= Beginning of Section =
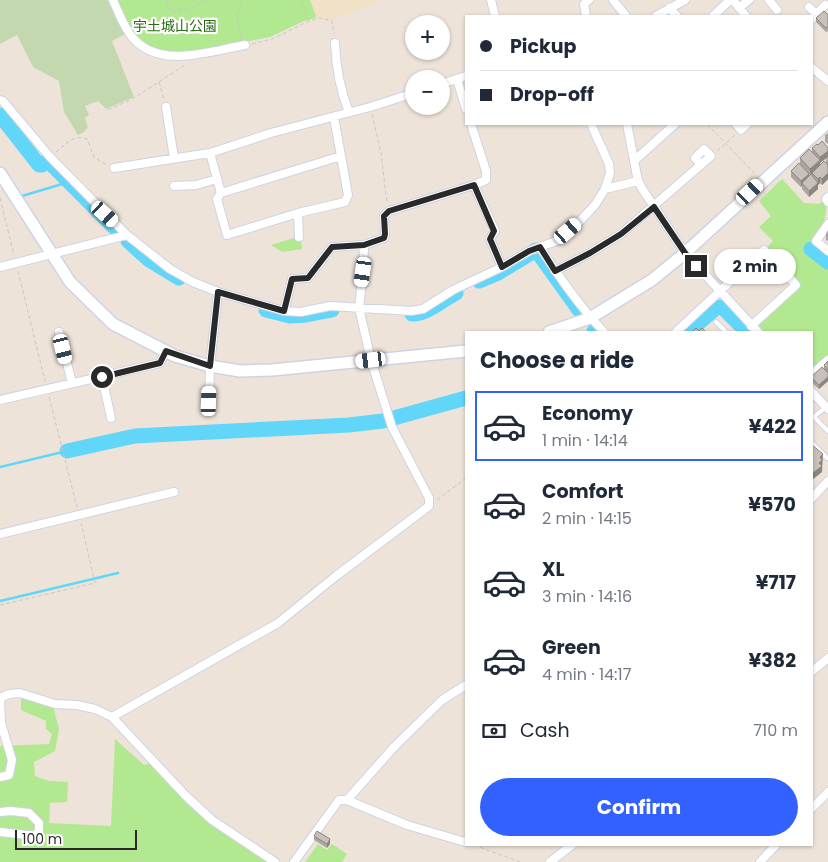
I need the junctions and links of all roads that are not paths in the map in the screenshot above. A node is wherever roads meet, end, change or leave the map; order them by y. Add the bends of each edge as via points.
= End of Section =
= Beginning of Section =
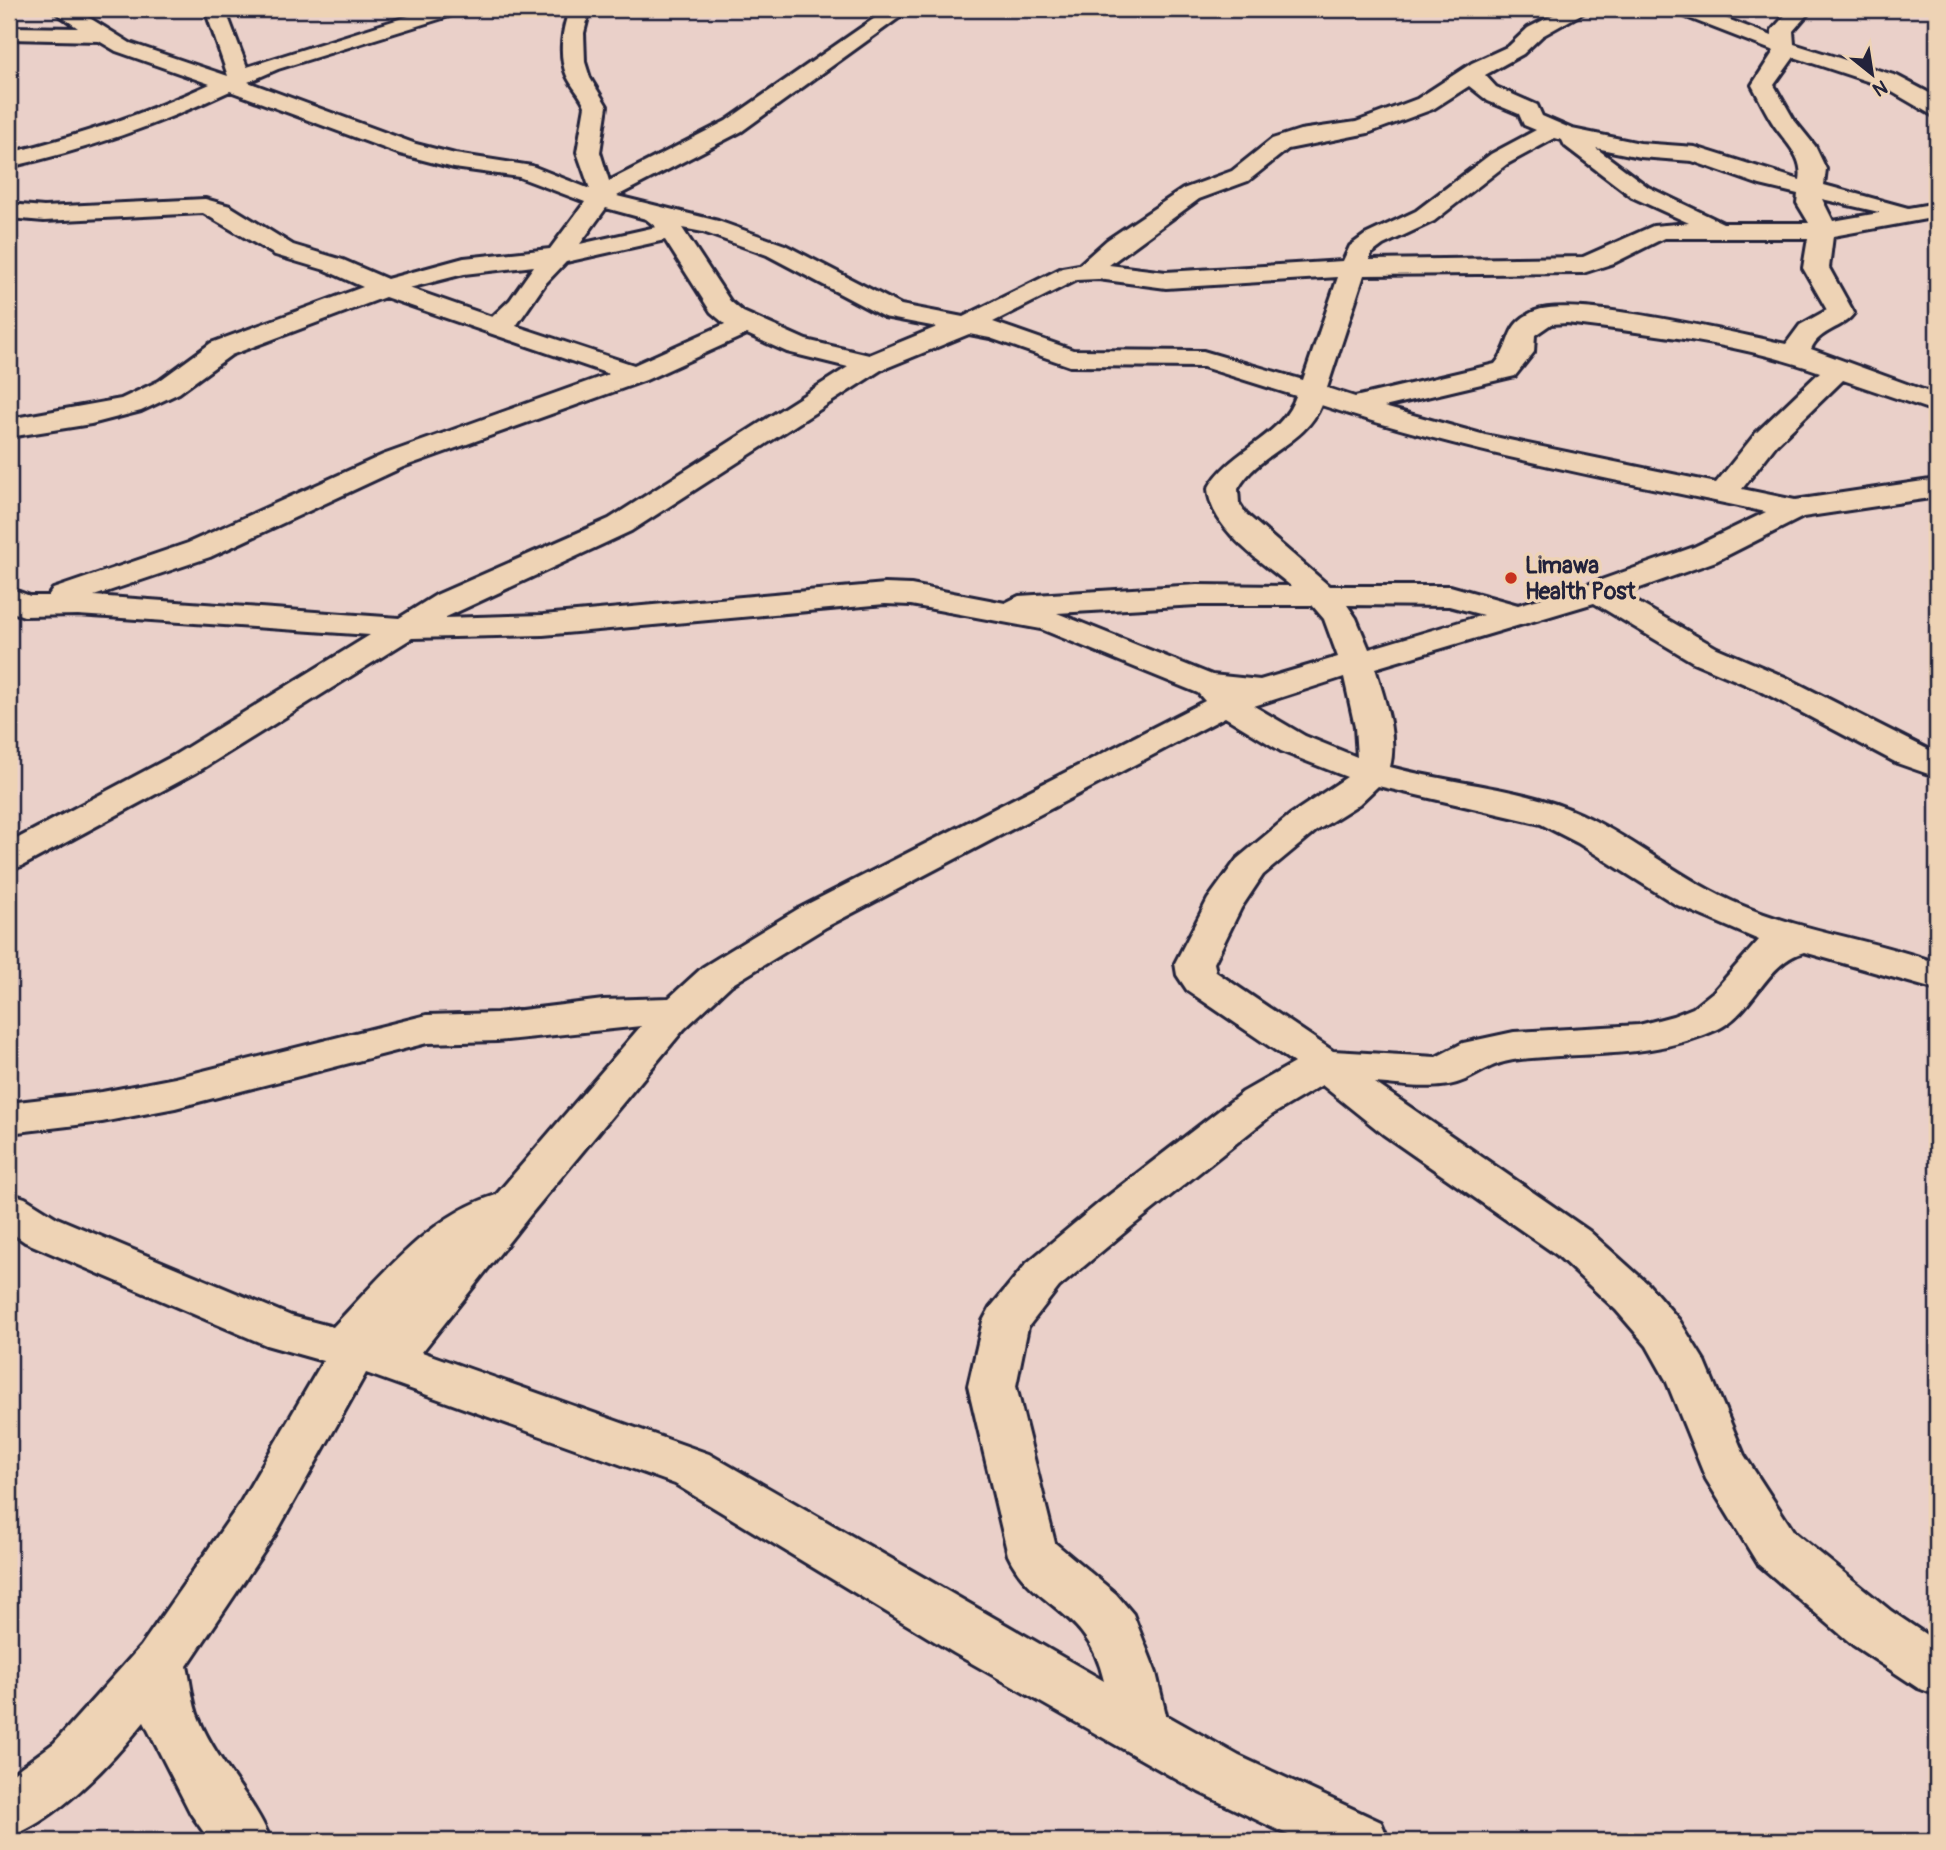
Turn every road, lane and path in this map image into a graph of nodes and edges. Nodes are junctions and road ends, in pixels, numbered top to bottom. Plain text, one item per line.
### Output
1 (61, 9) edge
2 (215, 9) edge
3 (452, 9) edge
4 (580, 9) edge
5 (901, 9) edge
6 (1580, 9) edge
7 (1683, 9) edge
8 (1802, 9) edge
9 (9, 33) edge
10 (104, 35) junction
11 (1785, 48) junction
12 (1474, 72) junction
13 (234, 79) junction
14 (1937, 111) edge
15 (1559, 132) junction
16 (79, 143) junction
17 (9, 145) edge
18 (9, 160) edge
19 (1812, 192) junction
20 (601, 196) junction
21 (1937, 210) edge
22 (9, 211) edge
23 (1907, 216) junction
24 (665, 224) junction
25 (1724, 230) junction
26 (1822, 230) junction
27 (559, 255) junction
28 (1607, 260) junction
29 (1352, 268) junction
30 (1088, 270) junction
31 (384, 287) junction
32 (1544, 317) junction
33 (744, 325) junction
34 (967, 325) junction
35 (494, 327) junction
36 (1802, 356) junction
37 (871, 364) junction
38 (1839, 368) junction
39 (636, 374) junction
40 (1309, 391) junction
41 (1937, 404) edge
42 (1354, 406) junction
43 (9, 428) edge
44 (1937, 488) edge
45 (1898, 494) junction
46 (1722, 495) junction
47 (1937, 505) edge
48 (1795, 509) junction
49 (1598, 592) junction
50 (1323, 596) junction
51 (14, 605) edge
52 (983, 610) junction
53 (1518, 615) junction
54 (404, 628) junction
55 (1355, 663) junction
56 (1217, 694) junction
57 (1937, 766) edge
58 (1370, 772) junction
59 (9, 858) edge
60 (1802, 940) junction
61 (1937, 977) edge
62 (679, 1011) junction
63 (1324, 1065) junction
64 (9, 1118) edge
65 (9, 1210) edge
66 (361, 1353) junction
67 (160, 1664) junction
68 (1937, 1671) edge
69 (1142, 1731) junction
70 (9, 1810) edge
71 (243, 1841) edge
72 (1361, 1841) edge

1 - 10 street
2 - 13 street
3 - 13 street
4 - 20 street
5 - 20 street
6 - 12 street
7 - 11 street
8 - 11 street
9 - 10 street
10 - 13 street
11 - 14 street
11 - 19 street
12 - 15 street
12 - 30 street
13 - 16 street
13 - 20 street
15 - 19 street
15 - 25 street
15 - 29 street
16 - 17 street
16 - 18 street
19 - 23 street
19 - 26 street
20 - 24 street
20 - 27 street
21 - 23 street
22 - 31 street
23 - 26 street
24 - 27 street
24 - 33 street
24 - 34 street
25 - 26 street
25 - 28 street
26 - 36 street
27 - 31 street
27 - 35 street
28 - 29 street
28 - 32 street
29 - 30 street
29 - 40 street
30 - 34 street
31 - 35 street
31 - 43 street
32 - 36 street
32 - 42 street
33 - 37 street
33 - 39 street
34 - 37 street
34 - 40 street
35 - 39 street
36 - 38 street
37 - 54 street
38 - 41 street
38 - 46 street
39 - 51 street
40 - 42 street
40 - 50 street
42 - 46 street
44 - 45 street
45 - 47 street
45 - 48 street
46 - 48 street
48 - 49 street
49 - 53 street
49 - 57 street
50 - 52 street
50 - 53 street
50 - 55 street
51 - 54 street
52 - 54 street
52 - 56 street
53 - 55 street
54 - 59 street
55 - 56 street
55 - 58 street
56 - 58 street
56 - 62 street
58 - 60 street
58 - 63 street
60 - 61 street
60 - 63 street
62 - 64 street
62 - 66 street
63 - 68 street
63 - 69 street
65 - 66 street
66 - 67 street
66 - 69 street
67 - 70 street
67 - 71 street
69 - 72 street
= End of Section =
— Task description —
Task for the records above: copy every line in which the word "junctions" occurs.

— Reply —
I need the junctions and links of all roads that are not paths in the map in the screenshot above. A node is wherever roads meet, end, change or leave the map; order them by y. Add the bends of each edge as via points.
Turn every road, lane and path in this map image into a graph of nodes and edges. Nodes are junctions and road ends, in pixels, numbered top to bottom. Plain text, one item per line.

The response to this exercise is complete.